PROBLEM TO WORK ON:
Retype all entries exactly, skipping pictures.

RECORDS FOR THIS TASK:
------------------------------------------------------------

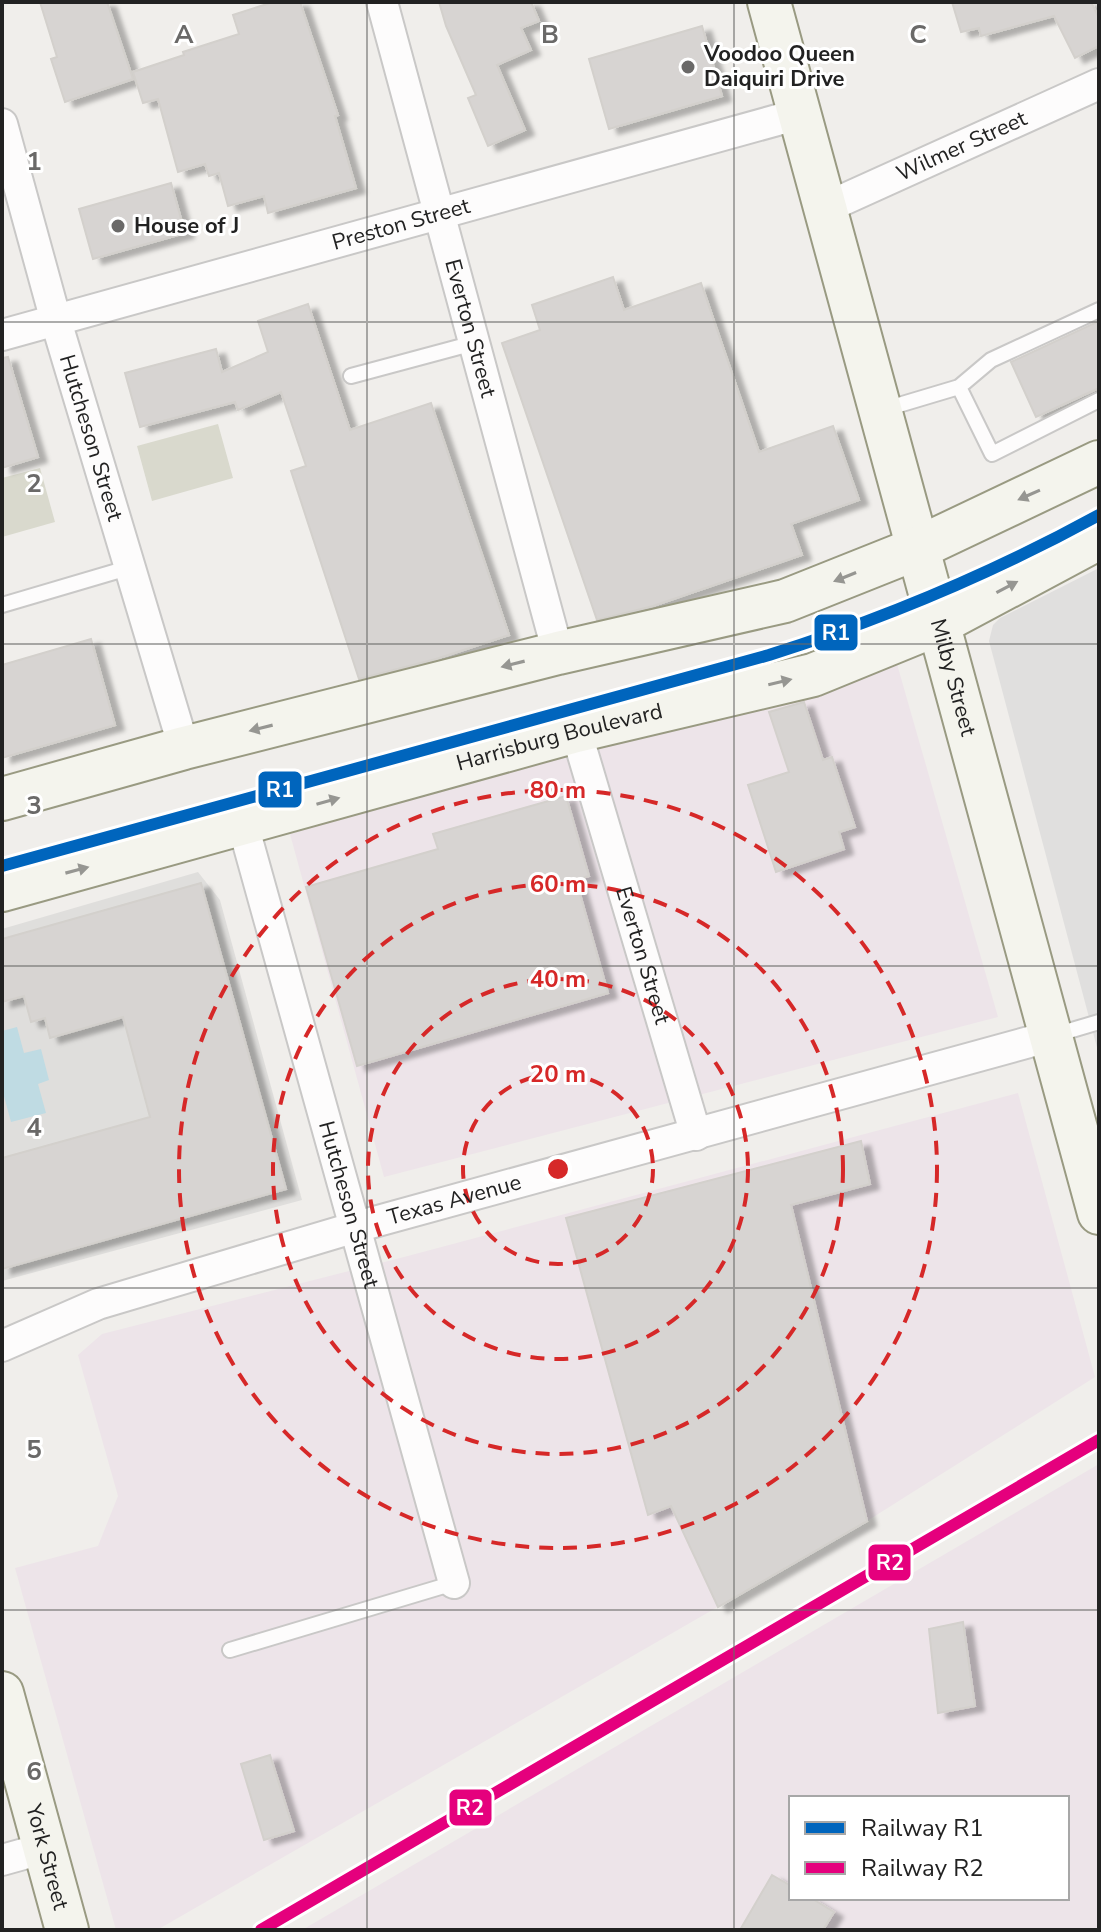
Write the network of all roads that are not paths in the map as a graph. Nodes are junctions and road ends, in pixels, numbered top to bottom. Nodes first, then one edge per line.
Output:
1 (382, 2) edge
2 (769, 2) edge
3 (1099, 84) edge
4 (799, 114) junction
5 (2, 124) edge
6 (825, 208) junction
7 (440, 214) junction
8 (1099, 310) edge
9 (56, 321) junction
10 (2, 335) edge
11 (474, 343) junction
12 (351, 376) dead end
13 (959, 387) junction
14 (1099, 400) edge
15 (880, 410) junction
16 (1099, 462) edge
17 (1099, 538) edge
18 (918, 548) junction
19 (131, 567) junction
20 (2, 605) edge
21 (938, 624) junction
22 (558, 653) junction
23 (576, 731) junction
24 (184, 748) junction
25 (2, 799) edge
26 (243, 825) junction
27 (2, 890) edge
28 (1099, 1022) edge
29 (1051, 1036) junction
30 (696, 1135) junction
31 (1099, 1213) edge
32 (356, 1227) junction
33 (2, 1346) edge
34 (454, 1583) joint
35 (230, 1650) dead end
36 (2, 1693) edge
37 (45, 1848) junction
38 (2, 1860) edge
39 (67, 1930) edge

1 - 7 street, Everton Street
2 - 4 main road, Milby Street
3 - 6 street, Wilmer Street
4 - 6 main road, Milby Street
4 - 7 street, Preston Street
5 - 9 street, Hutcheson Street
6 - 15 main road, Milby Street
7 - 9 street, Preston Street
7 - 11 street, Everton Street
8 - 13 lane
9 - 10 street, Preston Street
9 - 19 street, Hutcheson Street
11 - 12 lane
11 - 22 street, Everton Street
13 - 14 lane
13 - 15 lane
15 - 18 main road, Milby Street
16 -> 18 main road
21 -> 17 main road, Harrisburg Boulevard
18 - 21 main road, Milby Street
18 -> 22 main road
19 - 20 lane
19 - 24 street, Hutcheson Street
23 -> 21 main road, Harrisburg Boulevard
21 - 29 main road, Milby Street
22 -> 24 main road
26 -> 23 main road, Harrisburg Boulevard
23 - 30 street, Everton Street
24 - 25 main road
27 -> 26 main road, Harrisburg Boulevard
26 - 32 street, Hutcheson Street
28 - 29 lane
29 - 30 street, Texas Avenue
29 - 31 main road, Milby Street
30 - 32 street, Texas Avenue
32 - 33 street, Texas Avenue
32 - 34 street, Hutcheson Street
34 - 35 lane
36 - 37 main road, York Street
37 - 38 street
37 - 39 main road, York Street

------------------------------------------------------------

FINISHED EXERCISE:
Write the network of all roads that are not paths in the map as a graph. Nodes are junctions and road ends, in pixels, numbered top to bottom. Nodes first, then one edge per line.
Output:
1 (382, 2) edge
2 (769, 2) edge
3 (1099, 84) edge
4 (799, 114) junction
5 (2, 124) edge
6 (825, 208) junction
7 (440, 214) junction
8 (1099, 310) edge
9 (56, 321) junction
10 (2, 335) edge
11 (474, 343) junction
12 (351, 376) dead end
13 (959, 387) junction
14 (1099, 400) edge
15 (880, 410) junction
16 (1099, 462) edge
17 (1099, 538) edge
18 (918, 548) junction
19 (131, 567) junction
20 (2, 605) edge
21 (938, 624) junction
22 (558, 653) junction
23 (576, 731) junction
24 (184, 748) junction
25 (2, 799) edge
26 (243, 825) junction
27 (2, 890) edge
28 (1099, 1022) edge
29 (1051, 1036) junction
30 (696, 1135) junction
31 (1099, 1213) edge
32 (356, 1227) junction
33 (2, 1346) edge
34 (454, 1583) joint
35 (230, 1650) dead end
36 (2, 1693) edge
37 (45, 1848) junction
38 (2, 1860) edge
39 (67, 1930) edge

1 - 7 street, Everton Street
2 - 4 main road, Milby Street
3 - 6 street, Wilmer Street
4 - 6 main road, Milby Street
4 - 7 street, Preston Street
5 - 9 street, Hutcheson Street
6 - 15 main road, Milby Street
7 - 9 street, Preston Street
7 - 11 street, Everton Street
8 - 13 lane
9 - 10 street, Preston Street
9 - 19 street, Hutcheson Street
11 - 12 lane
11 - 22 street, Everton Street
13 - 14 lane
13 - 15 lane
15 - 18 main road, Milby Street
16 -> 18 main road
21 -> 17 main road, Harrisburg Boulevard
18 - 21 main road, Milby Street
18 -> 22 main road
19 - 20 lane
19 - 24 street, Hutcheson Street
23 -> 21 main road, Harrisburg Boulevard
21 - 29 main road, Milby Street
22 -> 24 main road
26 -> 23 main road, Harrisburg Boulevard
23 - 30 street, Everton Street
24 - 25 main road
27 -> 26 main road, Harrisburg Boulevard
26 - 32 street, Hutcheson Street
28 - 29 lane
29 - 30 street, Texas Avenue
29 - 31 main road, Milby Street
30 - 32 street, Texas Avenue
32 - 33 street, Texas Avenue
32 - 34 street, Hutcheson Street
34 - 35 lane
36 - 37 main road, York Street
37 - 38 street
37 - 39 main road, York Street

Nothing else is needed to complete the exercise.